- Task directions -
In the listing below, count the lines containing the string "Right". Reply with that number only.

☆ ☆ ☆

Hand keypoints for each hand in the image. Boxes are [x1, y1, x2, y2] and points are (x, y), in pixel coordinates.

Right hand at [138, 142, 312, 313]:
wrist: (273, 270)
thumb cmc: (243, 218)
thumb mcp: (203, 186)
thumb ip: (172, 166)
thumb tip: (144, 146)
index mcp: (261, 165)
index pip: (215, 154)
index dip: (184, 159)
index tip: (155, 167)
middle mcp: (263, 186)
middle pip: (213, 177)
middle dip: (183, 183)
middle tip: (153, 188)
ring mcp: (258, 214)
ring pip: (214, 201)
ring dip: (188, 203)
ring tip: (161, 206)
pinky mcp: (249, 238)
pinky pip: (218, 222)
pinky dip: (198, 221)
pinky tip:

☆ ☆ ☆

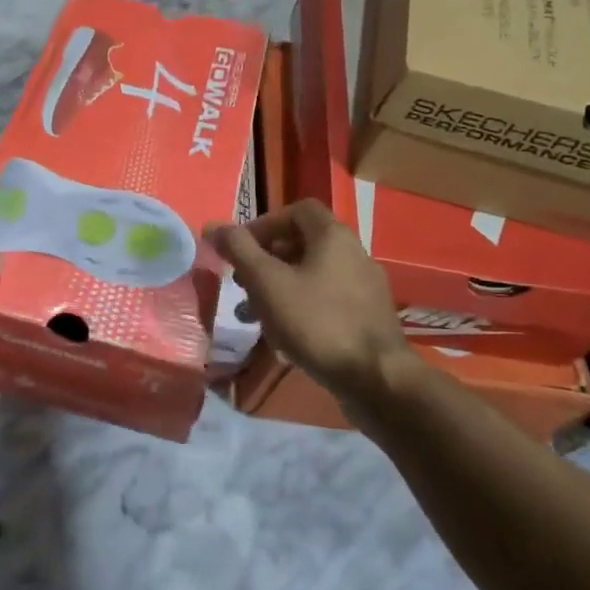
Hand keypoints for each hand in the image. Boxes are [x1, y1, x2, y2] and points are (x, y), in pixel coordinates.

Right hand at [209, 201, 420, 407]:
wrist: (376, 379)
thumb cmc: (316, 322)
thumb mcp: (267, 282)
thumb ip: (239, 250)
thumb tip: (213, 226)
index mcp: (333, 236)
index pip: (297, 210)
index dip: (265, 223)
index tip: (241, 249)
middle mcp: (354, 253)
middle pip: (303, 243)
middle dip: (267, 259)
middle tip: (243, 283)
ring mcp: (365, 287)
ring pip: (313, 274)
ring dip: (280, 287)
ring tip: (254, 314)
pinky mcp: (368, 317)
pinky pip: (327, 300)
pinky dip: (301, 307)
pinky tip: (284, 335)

☆ ☆ ☆

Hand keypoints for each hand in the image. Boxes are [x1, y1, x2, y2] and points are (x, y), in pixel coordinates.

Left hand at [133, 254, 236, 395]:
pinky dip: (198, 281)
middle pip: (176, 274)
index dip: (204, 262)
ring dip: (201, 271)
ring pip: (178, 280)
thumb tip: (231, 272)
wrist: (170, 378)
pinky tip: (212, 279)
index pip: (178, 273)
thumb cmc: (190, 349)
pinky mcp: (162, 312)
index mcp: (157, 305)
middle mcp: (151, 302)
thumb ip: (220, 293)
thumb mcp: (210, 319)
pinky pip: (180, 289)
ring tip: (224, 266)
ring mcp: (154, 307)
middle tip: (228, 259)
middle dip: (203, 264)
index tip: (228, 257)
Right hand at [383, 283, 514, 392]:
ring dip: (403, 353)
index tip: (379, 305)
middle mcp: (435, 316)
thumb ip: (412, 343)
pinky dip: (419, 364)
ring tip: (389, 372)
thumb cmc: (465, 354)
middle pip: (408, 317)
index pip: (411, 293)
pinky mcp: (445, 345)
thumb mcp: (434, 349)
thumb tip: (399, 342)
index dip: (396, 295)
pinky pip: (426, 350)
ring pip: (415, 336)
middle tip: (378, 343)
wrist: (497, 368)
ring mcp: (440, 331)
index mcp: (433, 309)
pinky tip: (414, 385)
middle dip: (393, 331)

☆ ☆ ☆

- Answer space -
3